I have a paintbrush holder tool that I got originally from Sherwin Williams but they no longer carry it. Am looking to find more, can anyone tell me where to find this or who sells or manufacures it. I have attached pictures of what I am looking for.


----------



## Tony Coats (Oct 12, 2008)

Not the same exactly but this looks pretty cool! It holds it two ways and has a can opener.

*Magnetic Paintbrush Holder*

http://www.leevalley.com/garden/page.aspx?c=2&p=60019&cat=2,42194,40727


----------



## JNLP (Dec 13, 2007)

Neat. :thumbup:


----------



## Bender (Aug 10, 2008)

I can get them. How many do you want?


----------



## ProWallGuy (Apr 7, 2007)

Bender said:


> I can get them. How many do you want?


At the nominal 60% mark up of course.


----------



## BrushJockey (Mar 15, 2009)

Clip on magnets from any office despot etc will also work...


----------



## Bender (Aug 10, 2008)

PWG said:


> At the nominal 60% mark up of course.


SHHH


----------



## Tony Coats (Oct 12, 2008)

BrushJockey said:


> Clip on magnets from any office despot etc will also work...


Hey, didn't even think of that! :thumbup:

Here's a Glow in the dark power clip. 

Strong magnet for super holding power.


----------



## FoilEffects (Dec 19, 2007)

Never bought into that kinda crap, I have the same paint pots that I have had for the last 10 years and I pour a little paint in them and stick my brush in it what the hell good is a magnet? You do know that you are supposed to have the brush wet at all times in order to keep it from drying out, right???

Why not just get a piece of magnet and stick it to the side of your metal paint pot?


----------



## daArch (Mar 15, 2008)

Foil,

Sometimes if a brush sits with its tip resting on the bottom of the can/pot, the bristles can be adversely affected AND some folks tend to fill a pot with more paint than they can use up in an hour or two, which means more than the ideal inch or so of the brush can get overloaded if the brush rests in the pot ALSO it the brush sits in some thinnish paint, capilary action will cause paint to migrate into the heel. 

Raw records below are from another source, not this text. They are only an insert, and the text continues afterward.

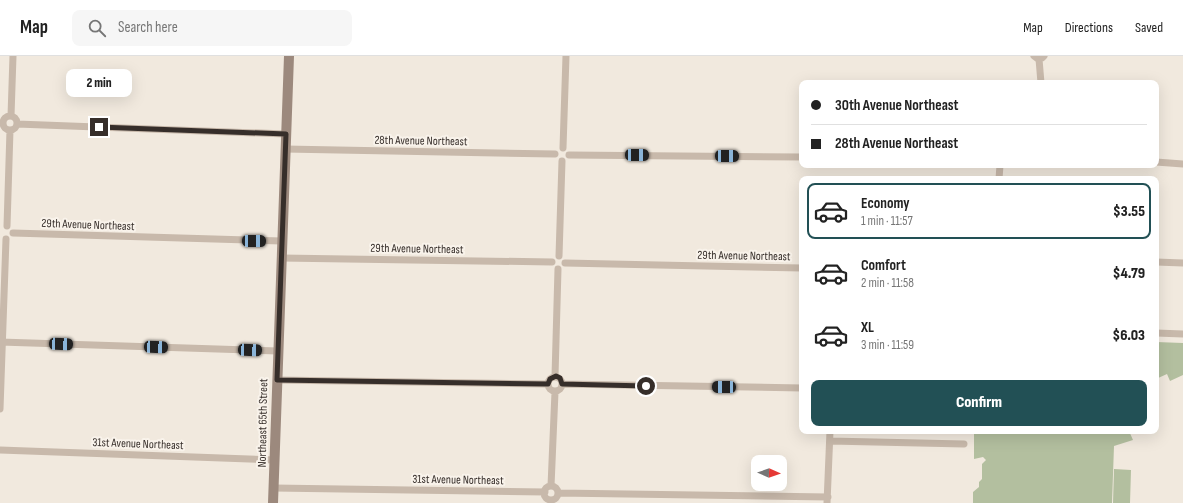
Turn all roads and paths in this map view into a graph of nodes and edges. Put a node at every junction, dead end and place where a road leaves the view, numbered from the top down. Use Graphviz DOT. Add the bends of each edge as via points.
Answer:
graph roads {
  1 [pos="13,56"];
  2 [pos="289,56"];
  3 [pos="566,56"];
  4 [pos="1039,57"];
  5 [pos="1041,80"];
  6 [pos="11,116"];
  7 [pos="1,124"];
  8 [pos="17,124"];
  9 [pos="10,130"];
  10 [pos="286,134"];
  11 [pos="563,148"];
  12 [pos="285,149"];
  13 [pos="555,154"];
  14 [pos="569,155"];
  15 [pos="799,157"];
  16 [pos="562,161"];
  17 [pos="1159,162"];
  18 [pos="1183,164"];
  19 [pos="3,228"];
  20 [pos="13,233"];
  21 [pos="3,238"];
  22 [pos="282,241"];
  23 [pos="559,256"];
  24 [pos="281,258"];
  25 [pos="552,262"];
  26 [pos="1159,262"];
  27 [pos="565,263"];
  28 [pos="1183,263"];
  29 [pos="799,268"];
  30 [pos="558,269"];
  31 [pos="1159,333"];
  32 [pos="1183,334"];
  33 [pos="1,342"];
  34 [pos="278,351"];
  35 [pos="555,376"];
  36 [pos="277,380"];
  37 [pos="548,384"];
  38 [pos="562,384"];
  39 [pos="799,388"];
  40 [pos="555,392"];
  41 [pos="0,409"];
  42 [pos="830,434"];
  43 [pos="830,441"];
  44 [pos="964,444"];
  45 [pos="0,450"];
  46 [pos="275,460"];
  47 [pos="551,486"];
  48 [pos="274,488"];
  49 [pos="545,492"];
  50 [pos="558,493"];
  51 [pos="828,500"];
  52 [pos="551,501"];
  53 [pos="274,503"];
  1 -- 6 [label="street"];
  2 -- 10 [label="main road, Northeast 65th Street"];
  3 -- 11 [label="street"];
  4 -- 5 [label="street"];
  6 -- 7 [label="street" via="5,118"];
  6 -- 8 [label="street" via="16,119"];
  7 -- 9 [label="street"];
  8 -- 9 [label="street"];
  8 -- 10 [label="street"];
  9 -- 19 [label="street"];
  10 -- 12 [label="main road, Northeast 65th Street"];
  11 -- 13 [label="street"];
  11 -- 14 [label="street"];
  12 -- 13 [label="street, 28th Avenue Northeast"];
  12 -- 22 [label="main road, Northeast 65th Street"];
  13 -- 16 [label="street" via="557,159"];
  14 -- 15 [label="street"];
  14 -- 16 [label="street"];
  16 -- 23 [label="street"];
  17 -- 18 [label="street"];
  19 -- 20 [label="street" via="11,228"];
  20 -- 21 [label="street" via="10,238"];
  20 -- 22 [label="street, 29th Avenue Northeast"];
  21 -- 33 [label="street"];
  22 -- 24 [label="main road, Northeast 65th Street"];
  23 -- 25 [label="street"];
  23 -- 27 [label="street" via="564,258"];
  24 -- 25 [label="street, 29th Avenue Northeast"];
  24 -- 34 [label="main road, Northeast 65th Street"];
  25 -- 30 [label="street"];
  26 -- 28 [label="street"];
  27 -- 29 [label="street, 29th Avenue Northeast"];
  27 -- 30 [label="street"];
  30 -- 35 [label="street"];
  31 -- 32 [label="street"];
  33 -- 34 [label="street"];
  33 -- 41 [label="street"];
  34 -- 36 [label="main road, Northeast 65th Street"];
  35 -- 37 [label="street"];
  35 -- 38 [label="street" via="560,378"];
  36 -- 37 [label="street"];
  36 -- 46 [label="main road, Northeast 65th Street"];
  37 -- 40 [label="street" via="550,390"];
  38 -- 39 [label="street"];
  38 -- 40 [label="street" via="560,390"];
  40 -- 47 [label="street"];
  42 -- 43 [label="street"];
  43 -- 44 [label="street"];
  43 -- 51 [label="street"];
  45 -- 46 [label="street, 31st Avenue Northeast"];
  46 -- 48 [label="main road, Northeast 65th Street"];
  47 -- 49 [label="street"];
  47 -- 50 [label="street"];
  48 -- 49 [label="street, 31st Avenue Northeast"];
  48 -- 53 [label="main road, Northeast 65th Street"];
  49 -- 52 [label="street"];
  50 -- 51 [label="street"];
  50 -- 52 [label="street"];
}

well, at least that's MY opinion, YMMD


----------



## FoilEffects (Dec 19, 2007)

I agree but I have been using the same brush for about a year, maybe a little longer and I put the brush in the pot each time I use it and never have a problem, however I do clean out my brush 100% once a week with putting the brush elevated in a solution of simple green and that brings the brush back to life. I love the Purdy 3" Ovals, to me that is the best brush on the planet. I used to get them from Benny Moore for $40-60 each but I just got 10 of them from Sherwin Williams for $13 ea when they had a local sale going on!!! What a great deal!


----------



## MAK-Deco (Apr 17, 2007)

FoilEffects said:


> I agree but I have been using the same brush for about a year, maybe a little longer and I put the brush in the pot each time I use it and never have a problem, however I do clean out my brush 100% once a week with putting the brush elevated in a solution of simple green and that brings the brush back to life. I love the Purdy 3" Ovals, to me that is the best brush on the planet. I used to get them from Benny Moore for $40-60 each but I just got 10 of them from Sherwin Williams for $13 ea when they had a local sale going on!!! What a great deal!


I don't ever recall a purdy being that much money, which model, name is it?


----------



## EricTheHandyman (Jan 29, 2008)

butler753 said:


> I have a paintbrush holder tool that I got originally from Sherwin Williams but they no longer carry it. Am looking to find more, can anyone tell me where to find this or who sells or manufacures it. I have attached pictures of what I am looking for.
> View attachment 3077
> 
> 
> ...


My local Ace Hardware has a box of these sitting on the paint counter


----------